# Cars Shipping from Germany



## col4bin (May 8, 2008)

What shipping company or companies does BMW use to ship cars to the US West Coast?


----------



## cer2225 (Apr 25, 2008)

This should help.

http://www.e90post.com/forums/showthread.php?t=828


----------



## col4bin (May 8, 2008)

cer2225 said:


> This should help.
> 
> http://www.e90post.com/forums/showthread.php?t=828


thanks. i still cannot figure out how to track my VIN on NYK. I assume that since I live in Colorado my car will go to the West Coast.


----------



## cer2225 (Apr 25, 2008)

I think you need the full VIN not just the last 7 digits. Mine is not on a ship yet so I am not 100% sure but I think thats the case.


----------



## col4bin (May 8, 2008)

I have the full VIN however I cannot figure out how to track on NYK


----------



## JSpira (Oct 21, 2002)

col4bin said:


> I have the full VIN however I cannot figure out how to track on NYK


It´s not trackable, no use trying


----------



## col4bin (May 8, 2008)

I live in CO. Will my car be going to the west coast or east coast or maybe even Texas?


----------



## JSpira (Oct 21, 2002)

col4bin said:


> I live in CO. Will my car be going to the west coast or east coast or maybe even Texas?


Texas?:dunno:


----------



## col4bin (May 8, 2008)

I was not sure of the port of galveston was an entry port.

from the port of galveston website:
The Port is located on the upper Texas coast at the mouth of beautiful Galveston Bay, just 30 minutes steaming time from the open sea. This ideal location boasts facilities to handle all types of cargo including Containers, Dry and Liquid Bulk, Breakbulk, RO/RO, Refrigerated and Project Cargoes and Cruise Passengers.

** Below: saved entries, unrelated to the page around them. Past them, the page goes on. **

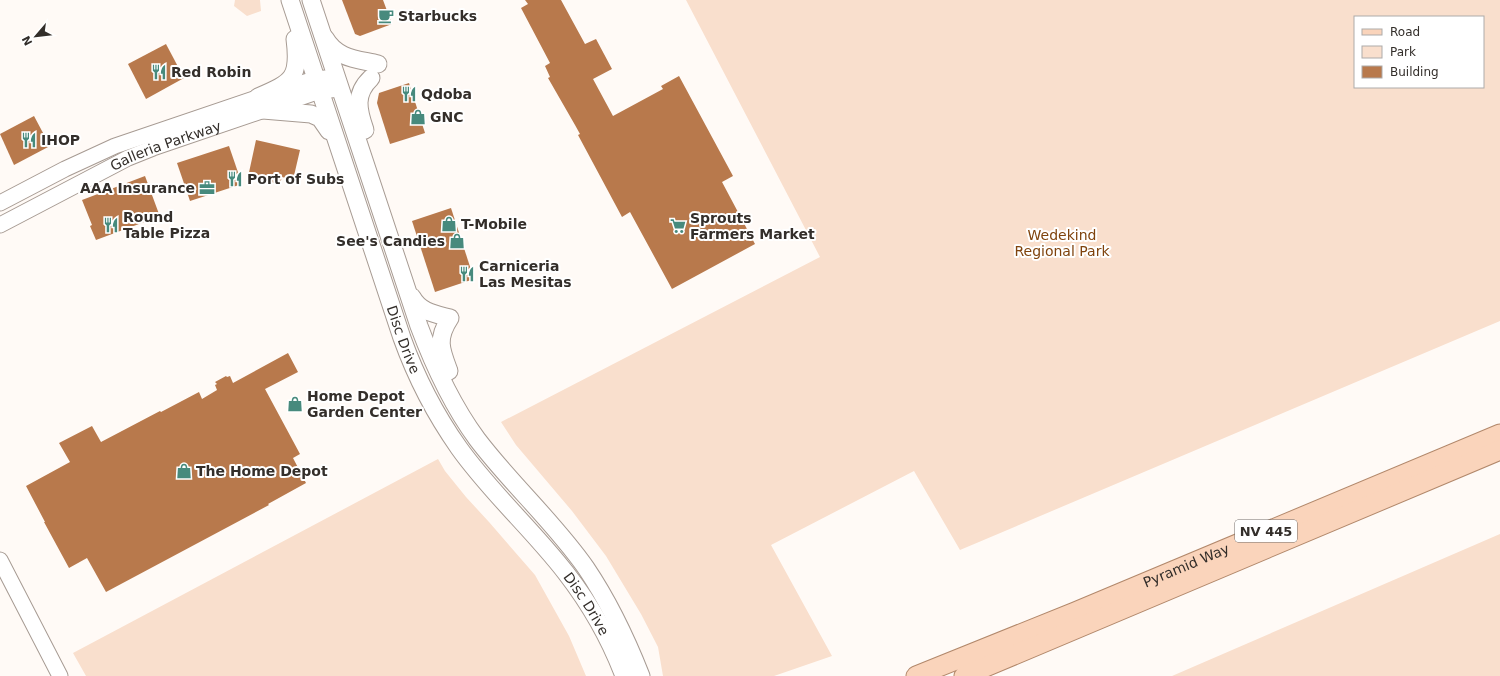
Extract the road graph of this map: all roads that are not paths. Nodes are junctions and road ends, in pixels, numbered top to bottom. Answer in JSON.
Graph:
{"nodes":[{"id":1,"x":311,"y":0,"type":"edge"},
{"id":2,"x":290,"y":1,"type":"edge"},
{"id":3,"x":318,"y":25,"type":"junction"},
{"id":4,"x":338,"y":83,"type":"junction"},
{"id":5,"x":317,"y":85,"type":"junction"},
{"id":6,"x":261,"y":104,"type":"junction"},
{"id":7,"x":336,"y":142,"type":"junction"},
{"id":8,"x":378,"y":201,"type":"junction"},
{"id":9,"x":0,"y":203,"type":"edge"},
{"id":10,"x":363,"y":222,"type":"junction"},
{"id":11,"x":0,"y":225,"type":"edge"},
{"id":12,"x":406,"y":284,"type":"junction"},
{"id":13,"x":419,"y":326,"type":"junction"},
{"id":14,"x":1500,"y":434,"type":"edge"},
{"id":15,"x":1500,"y":450,"type":"edge"},
{"id":16,"x":464,"y":454,"type":"junction"},
{"id":17,"x":493,"y":459,"type":"junction"},
{"id":18,"x":570,"y":547,"type":"junction"},
{"id":19,"x":0,"y":560,"type":"edge"},
{"id":20,"x":60,"y":676,"type":"edge"},
{"id":21,"x":624,"y":676,"type":"edge"},
{"id":22,"x":640,"y":676,"type":"edge"},
{"id":23,"x":916,"y":676,"type":"edge"},
{"id":24,"x":964,"y":676,"type":"edge"}],
"edges":[{"from":1,"to":3,"type":"main road","name":"Disc Drive"},
{"from":2,"to":5,"type":"main road","name":"Disc Drive"},
{"from":2,"to":6,"type":"main road"},
{"from":3,"to":4,"type":"main road","name":"Disc Drive"},
{"from":3,"to":8,"type":"main road"},
{"from":4,"to":5,"type":"street","name":"Galleria Parkway"},
{"from":4,"to":8,"type":"main road","name":"Disc Drive"},
{"from":5,"to":6,"type":"street","name":"Galleria Parkway"},
{"from":5,"to":7,"type":"main road","name":"Disc Drive"},
{"from":6,"to":7,"type":"main road"},
{"from":6,"to":9,"type":"street","name":"Galleria Parkway"},
{"from":6,"to":11,"type":"street","name":"Galleria Parkway"},
{"from":7,"to":10,"type":"main road","name":"Disc Drive"},
{"from":8,"to":12,"type":"main road","name":"Disc Drive"},
{"from":10,"to":13,"type":"main road"},
{"from":10,"to":16,"type":"main road","name":"Disc Drive"},
{"from":12,"to":13,"type":"main road","name":"Disc Drive"},
{"from":12,"to":17,"type":"main road"},
{"from":13,"to":17,"type":"main road","name":"Disc Drive"},
{"from":14,"to":23,"type":"main road","name":"Pyramid Way","number":"NV 445"},
{"from":15,"to":24,"type":"main road","name":"Pyramid Way","number":"NV 445"},
{"from":16,"to":18,"type":"main road"},
{"from":16,"to":21,"type":"main road","name":"Disc Drive"},
{"from":17,"to":18,"type":"main road","name":"Disc Drive"},
{"from":18,"to":22,"type":"main road","name":"Disc Drive"},
{"from":19,"to":20,"type":"street"}]}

PIER 34 ROLL-ON, ROLL-OFF CARGO TERMINAL
Operator: Wallenius Wilhelmsen Logistics 
***8226; Water depth of 38***8217;
***8226; 44,530 sq. ft. warehouse space
***8226; Truck and rail served


----------



## JT 550i SD (Apr 25, 2005)

*NYK Lines*

NYK Lines to Port Hueneme. BMW West Coast VPC in OXnard about a 1 mile drive form the port.


----------



## col4bin (May 8, 2008)

I guess I am unclear if Colorado cars will go to the west coast or an east coast port.


----------



## Juris335 (Feb 11, 2008)

*Colorado Shippin*

If you ever learn which port, would you let me know? Mine rolls off the production line tomorrow 16 May. I expect it around mid-June in Colorado. Good luck!


----------



## col4bin (May 8, 2008)

I spoke to my SA today and he told me it is west coast. i will hopefully know which boat my car is on in a couple of days.


----------



## gravityboyd (Apr 21, 2008)

I ordered mine through Gebhardt, finished production yesterday and is waiting to get loaded onto the boat. Customer service at BMW told me it was headed to Cali. He said it'll spend 21 days on the water...  damn this waiting SUCKS!


----------



## col4bin (May 8, 2008)

gravityboyd said:


> I ordered mine through Gebhardt, finished production yesterday and is waiting to get loaded onto the boat. Customer service at BMW told me it was headed to Cali. He said it'll spend 21 days on the water...  damn this waiting SUCKS!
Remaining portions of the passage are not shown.